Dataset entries
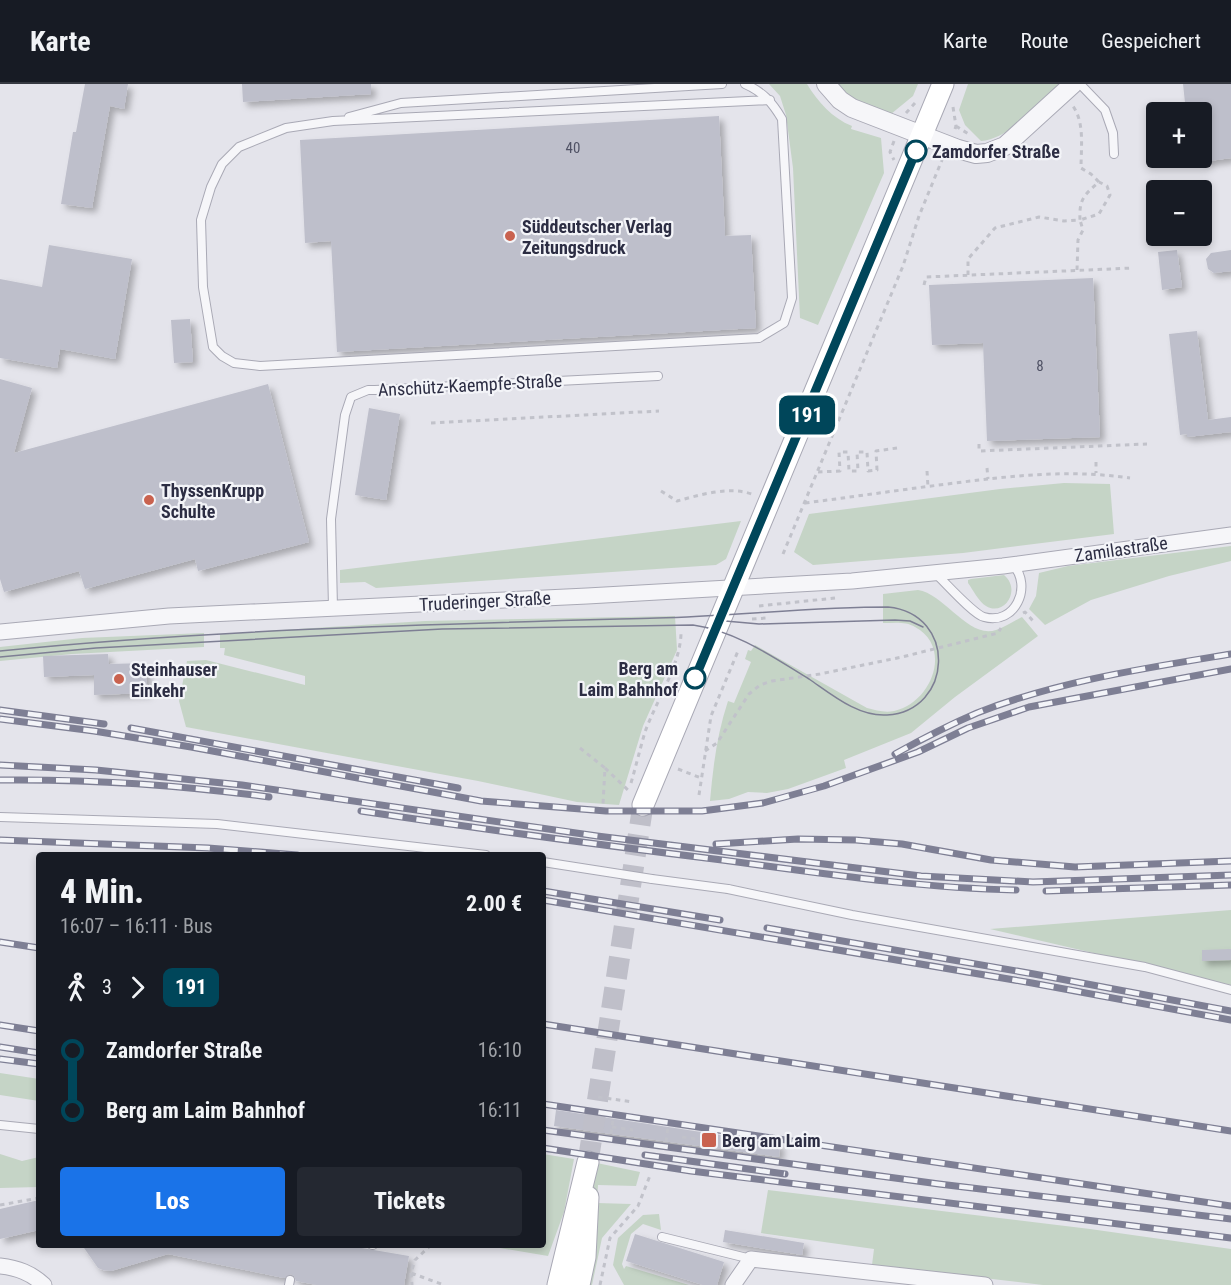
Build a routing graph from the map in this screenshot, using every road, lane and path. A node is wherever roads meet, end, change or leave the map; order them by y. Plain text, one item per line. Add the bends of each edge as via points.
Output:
1 (722, 84) edge
2 (745, 84) edge
3 (826, 84) edge
4 (943, 84) edge
5 (1073, 84) edge
6 (1080, 84) edge
7 (572, 88) edge
8 (770, 100) junction
9 (955, 103) dead end
10 (1076, 109) dead end
11 (333, 121) junction
12 (956, 126) dead end
13 (922, 136) junction
14 (1114, 154) dead end
15 (934, 178) dead end
16 (1099, 182) junction
17 (1080, 220) junction
18 (1133, 268) dead end
19 (1077, 270) junction
20 (968, 275) junction
21 (924, 285) dead end
22 (658, 376) dead end
23 (659, 411) dead end
24 (431, 423) dead end
25 (979, 444) dead end
26 (1147, 444) dead end
27 (897, 448) dead end
28 (1096, 462) dead end
29 (987, 468) dead end
30 (927, 471) dead end
31 (818, 472) junction
32 (1096, 473) junction
33 (1130, 477) dead end
34 (988, 479) junction
35 (927, 487) junction
36 (661, 491) dead end
37 (755, 497) dead end
38 (805, 503) junction
39 (1231, 535) edge
40 (783, 554) dead end
41 (1012, 564) junction
42 (934, 572) junction
43 (733, 586) junction
44 (837, 598) dead end
45 (759, 606) dead end
46 (333, 608) junction
47 (767, 618) dead end
48 (1017, 618) dead end
49 (752, 619) dead end
50 (1034, 622) dead end
51 (1010, 623) dead end
52 (994, 628) dead end
53 (1001, 628) junction
54 (681, 630) dead end
55 (0, 632) edge
56 (738, 651) dead end
57 (703, 711) dead end
58 (711, 716) junction
59 (580, 748) dead end
60 (705, 751) junction
61 (640, 753) dead end
62 (606, 768) junction
63 (699, 795) dead end
64 (636, 798) joint
65 (603, 804) dead end
66 (0, 817) edge
67 (460, 852) edge
68 (546, 862) edge
69 (1231, 990) edge
70 (598, 1097) dead end
71 (633, 1102) dead end
72 (613, 1119) dead end
73 (0, 1125) edge
74 (612, 1126) junction
75 (668, 1127) dead end
76 (36, 1129) edge
77 (633, 1130) dead end
78 (704, 1133) dead end
79 (611, 1134) dead end
80 (666, 1136) junction
81 (672, 1137) dead end
82 (682, 1137) dead end
83 (703, 1140) junction
84 (666, 1142) dead end
85 (702, 1147) dead end
86 (651, 1173) dead end
87 (36, 1199) edge
88 (0, 1205) edge
89 (662, 1237) dead end
90 (428, 1248) edge
91 (752, 1259) junction
92 (0, 1266) edge
93 (411, 1274) junction
94 (928, 1282) edge
95 (44, 1285) edge
96 (412, 1285) edge
97 (444, 1285) edge
98 (558, 1285) edge
99 (579, 1285) edge
100 (600, 1285) edge
101 (733, 1285) edge
102 (985, 1285) edge

1 - 7 lane
2 - 8 lane
3 - 13 street via 852,108
4 - 13 main road
5 - 13 street via 1005,146 987,153 969,153
6 - 14 lane via 1106,110
7 - 11 lane via 401,103
8 - 11 lane
8 - 11 lane via 782,119 792,298 784,324 759,338 260,366 234,363 213,347 203,287 201,220 210,187 222,164 239,147 286,128
9 - 12 path
10 - 16 path via 1082,133 1081,168
13 - 43 main road
15 - 31 path via 903,266
16 - 17 path via 1083,196
16 - 17 path via 1107,186 1110,195 1106,206 1099,214
17 - 19 path via 1083,230 1078,240
17 - 20 path via 1039,217 995,228 968,259
18 - 19 path
19 - 20 path
20 - 21 path via 926,277
22 - 46 lane, Anschütz-Kaempfe-Straße via 375,390 351,397 345,415 331,519
23 - 24 path
25 - 26 path via 979,451
27 - 31 path via 876,452 877,470 868,471 867,452 857,452 858,471 849,471 848,452 839,452 840,471
28 - 32 path
29 - 34 path
30 - 35 path
31 - 38 path
32 - 33 path
32 - 34 path
34 - 35 path
35 - 38 path
36 - 37 path via 677,501 710,493 747,492
38 - 40 path
39 - 41 street, Zamilastraße
41 - 42 street, Zamilastraße
41 - 42 lane via 1019,573 1022,589 1015,606 998,618 979,615
42 - 43 street, Zamilastraße via 852,581
43 - 46 street, Truderinger Straße
43 - 64 main road
44 - 45 path
46 - 55 street, Truderinger Straße via 145,618
47 - 49 path
48 - 50 path via 1025,612
51 - 53 path
52 - 53 path
53 - 60 path via 998,633 902,657 760,685 749,693 717,743
54 - 61 path via 677,658
56 - 58 path
57 - 58 path
58 - 60 path
59 - 62 path
60 - 63 path
62 - 64 path
62 - 65 path
66 - 67 lane via 217,824
68 - 69 lane, bridge via 728,889 1145,968
70 - 71 path
72 - 74 path
73 - 76 lane
74 - 77 path
74 - 79 path
75 - 80 path
78 - 83 path
80 - 81 path
80 - 84 path
82 - 83 path
83 - 85 path
86 - 100 path via 638,1206 610,1238
87 - 88 path
89 - 91 lane
90 - 93 path via 414,1260
91 - 94 street
91 - 101 street
92 - 95 street via 16,1268
93 - 96 path
93 - 97 path
94 - 102 street
98 - 99 main road via 587,1167 585,1257

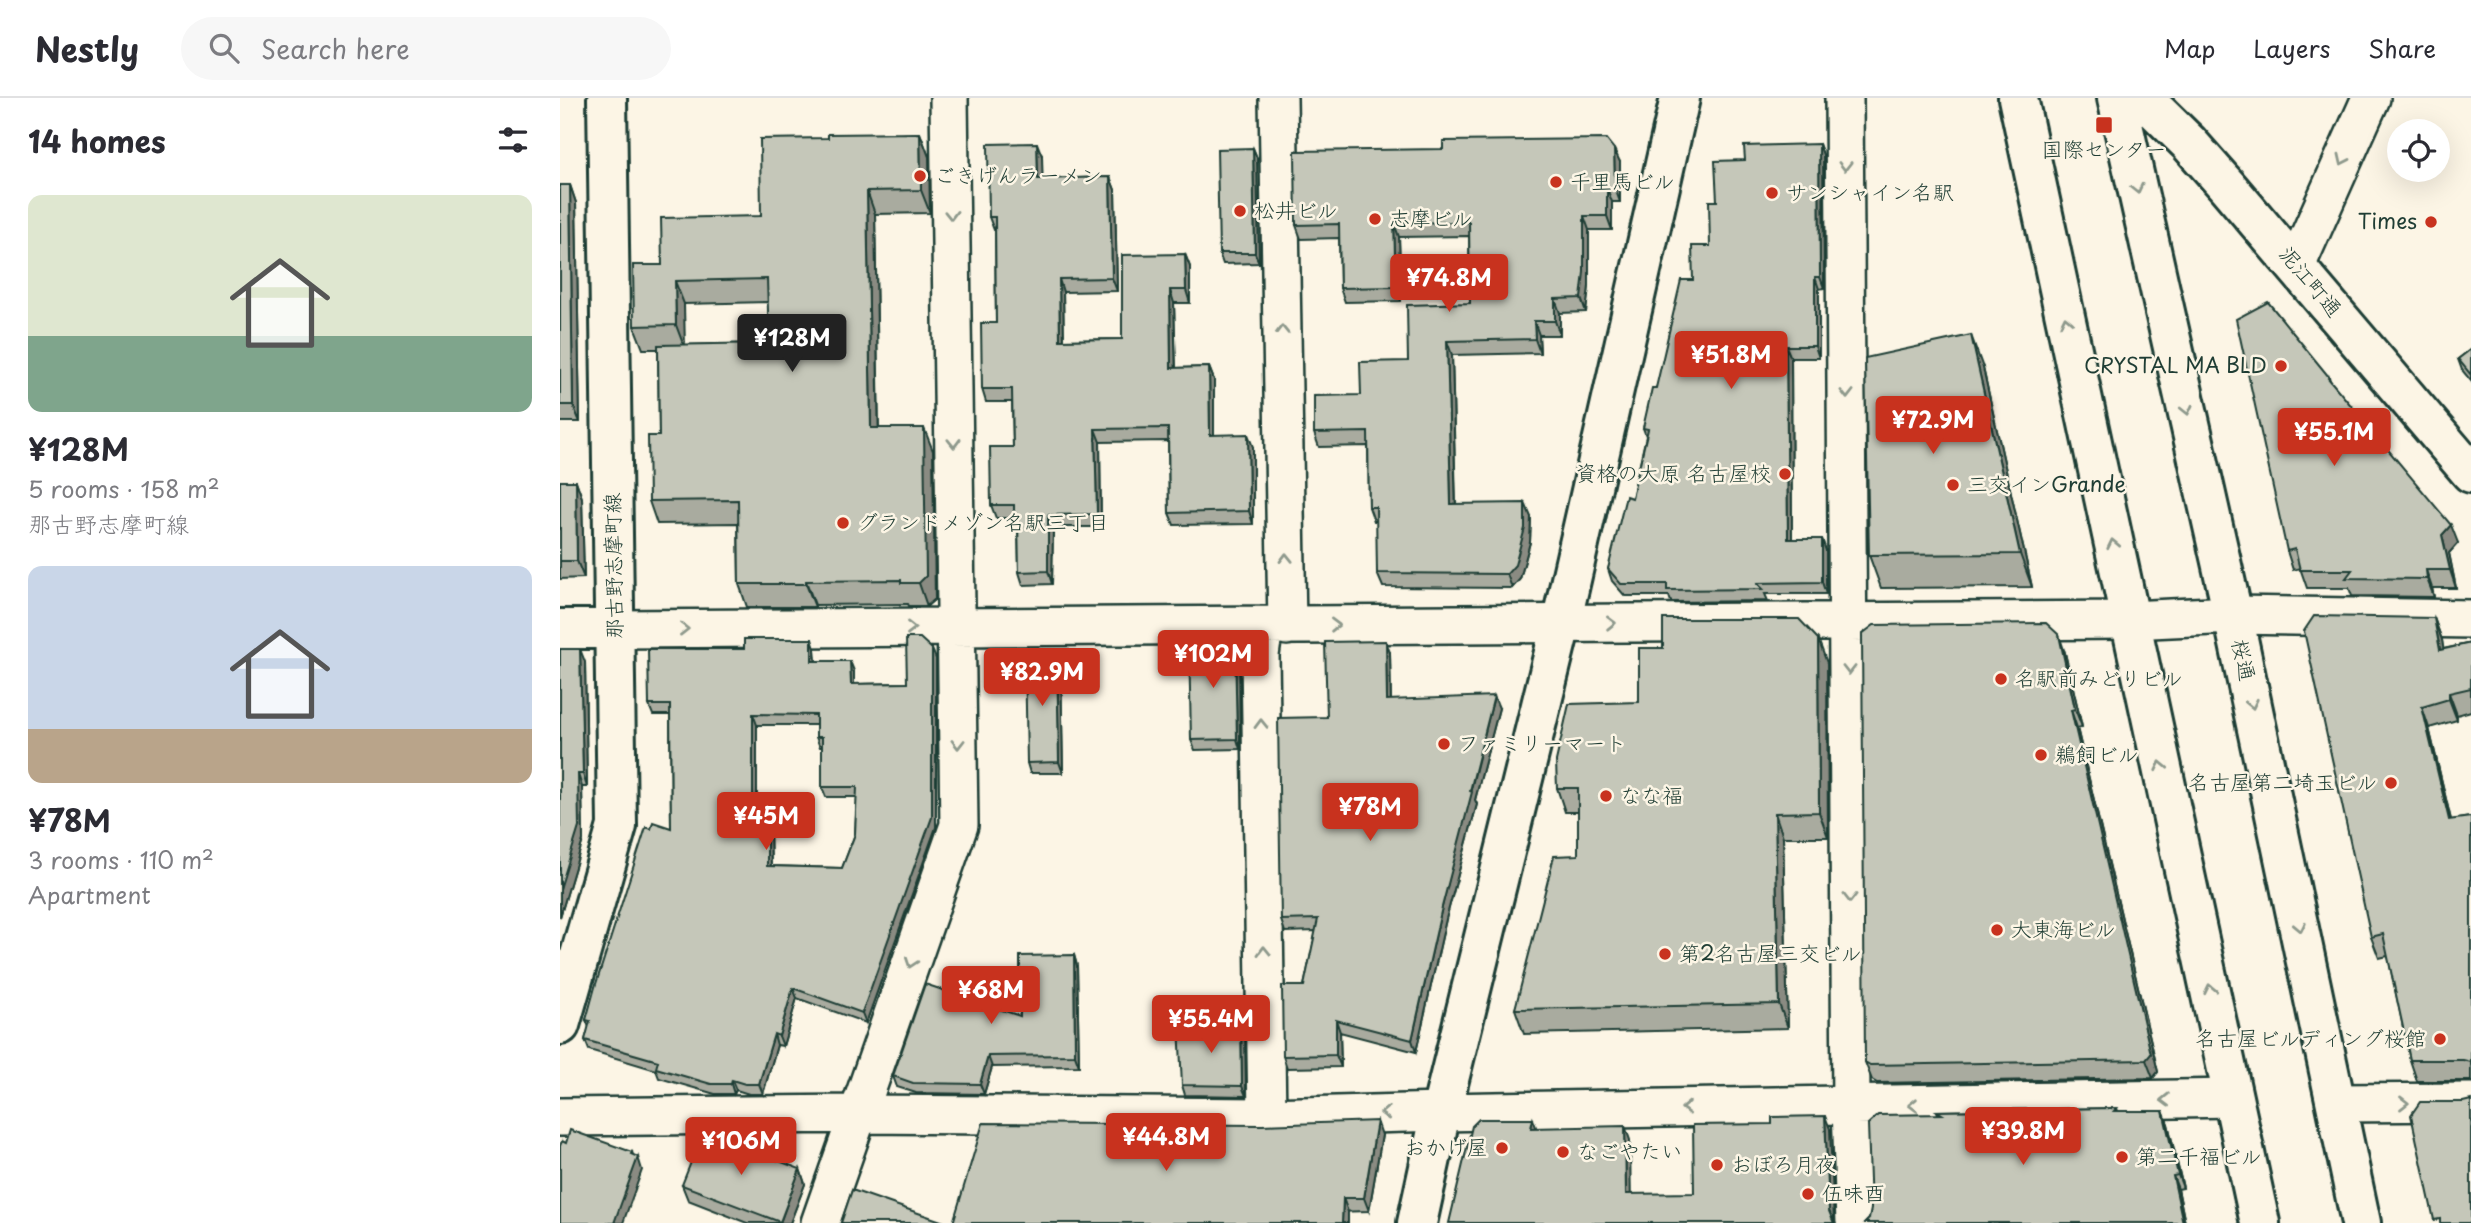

# Description of the task:
From the first record above to the last, output each one exactly and omit the pictures.

# Answer to this task:
Build a routing graph from the map in this screenshot, using every road, lane and path. A node is wherever roads meet, end, change or leave the map; order them by y. Plain text, one item per line. Add the bends of each edge as via points.
Output:
1 (722, 84) edge
2 (745, 84) edge
3 (826, 84) edge
4 (943, 84) edge
5 (1073, 84) edge
6 (1080, 84) edge
7 (572, 88) edge
8 (770, 100) junction
9 (955, 103) dead end
10 (1076, 109) dead end
11 (333, 121) junction
12 (956, 126) dead end
13 (922, 136) junction
14 (1114, 154) dead end
15 (934, 178) dead end
16 (1099, 182) junction
17 (1080, 220) junction
18 (1133, 268) dead end
19 (1077, 270) junction
20 (968, 275) junction
21 (924, 285) dead end
22 (658, 376) dead end
23 (659, 411) dead end
24 (431, 423) dead end
25 (979, 444) dead end
26 (1147, 444) dead end
27 (897, 448) dead end
28 (1096, 462) dead end
29 (987, 468) dead end
30 (927, 471) dead end
31 (818, 472) junction
32 (1096, 473) junction
33 (1130, 477) dead end
34 (988, 479) junction
35 (927, 487) junction
36 (661, 491) dead end
37 (755, 497) dead end
38 (805, 503) junction
39 (1231, 535) edge
40 (783, 554) dead end
41 (1012, 564) junction
42 (934, 572) junction
43 (733, 586) junction
44 (837, 598) dead end
45 (759, 606) dead end
46 (333, 608) junction
47 (767, 618) dead end
48 (1017, 618) dead end
49 (752, 619) dead end
50 (1034, 622) dead end
51 (1010, 623) dead end
52 (994, 628) dead end
53 (1001, 628) junction
54 (681, 630) dead end
55 (0, 632) edge
56 (738, 651) dead end
57 (703, 711) dead end
58 (711, 716) junction
59 (580, 748) dead end
60 (705, 751) junction
61 (640, 753) dead end
62 (606, 768) junction
63 (699, 795) dead end
64 (636, 798) joint
65 (603, 804) dead end
66 (0, 817) edge
67 (460, 852) edge
68 (546, 862) edge
69 (1231, 990) edge
70 (598, 1097) dead end
71 (633, 1102) dead end
72 (613, 1119) dead end
73 (0, 1125) edge
74 (612, 1126) junction
75 (668, 1127) dead end
76 (36, 1129) edge
77 (633, 1130) dead end
78 (704, 1133) dead end
79 (611, 1134) dead end
80 (666, 1136) junction
81 (672, 1137) dead end
82 (682, 1137) dead end
83 (703, 1140) junction
84 (666, 1142) dead end
85 (702, 1147) dead end
86 (651, 1173) dead end
87 (36, 1199) edge
88 (0, 1205) edge
89 (662, 1237) dead end
90 (428, 1248) edge
91 (752, 1259) junction
92 (0, 1266) edge
93 (411, 1274) junction
94 (928, 1282) edge
95 (44, 1285) edge
96 (412, 1285) edge
97 (444, 1285) edge
98 (558, 1285) edge
99 (579, 1285) edge
100 (600, 1285) edge
101 (733, 1285) edge
102 (985, 1285) edge

1 - 7 lane
2 - 8 lane
3 - 13 street via 852,108
4 - 13 main road
5 - 13 street via 1005,146 987,153 969,153
6 - 14 lane via 1106,110
7 - 11 lane via 401,103
8 - 11 lane
8 - 11 lane via 782,119 792,298 784,324 759,338 260,366 234,363 213,347 203,287 201,220 210,187 222,164 239,147 286,128
9 - 12 path
10 - 16 path via 1082,133 1081,168
13 - 43 main road
15 - 31 path via 903,266
16 - 17 path via 1083,196
16 - 17 path via 1107,186 1110,195 1106,206 1099,214
17 - 19 path via 1083,230 1078,240
17 - 20 path via 1039,217 995,228 968,259
18 - 19 path
19 - 20 path
20 - 21 path via 926,277
22 - 46 lane, Anschütz-Kaempfe-Straße via 375,390 351,397 345,415 331,519
23 - 24 path
25 - 26 path via 979,451
27 - 31 path via 876,452 877,470 868,471 867,452 857,452 858,471 849,471 848,452 839,452 840,471
28 - 32 path
29 - 34 path
30 - 35 path
31 - 38 path
32 - 33 path
32 - 34 path
34 - 35 path
35 - 38 path
36 - 37 path via 677,501 710,493 747,492
38 - 40 path
39 - 41 street, Zamilastraße
41 - 42 street, Zamilastraße
41 - 42 lane via 1019,573 1022,589 1015,606 998,618 979,615
42 - 43 street, Zamilastraße via 852,581
43 - 46 street, Truderinger Straße
43 - 64 main road
44 - 45 path
46 - 55 street, Truderinger Straße via 145,618
47 - 49 path
48 - 50 path via 1025,612
51 - 53 path
52 - 53 path
53 - 60 path via 998,633 902,657 760,685 749,693 717,743
54 - 61 path via 677,658
56 - 58 path
57 - 58 path
58 - 60 path
59 - 62 path
60 - 63 path
62 - 64 path
62 - 65 path
66 - 67 lane via 217,824
68 - 69 lane, bridge via 728,889 1145,968
70 - 71 path
72 - 74 path
73 - 76 lane
74 - 77 path
74 - 79 path
75 - 80 path
78 - 83 path
80 - 81 path
80 - 84 path
82 - 83 path
83 - 85 path
86 - 100 path via 638,1206 610,1238
87 - 88 path
89 - 91 lane
90 - 93 path via 414,1260
91 - 94 street
91 - 101 street
92 - 95 street via 16,1268
93 - 96 path
93 - 97 path
94 - 102 street
98 - 99 main road via 587,1167 585,1257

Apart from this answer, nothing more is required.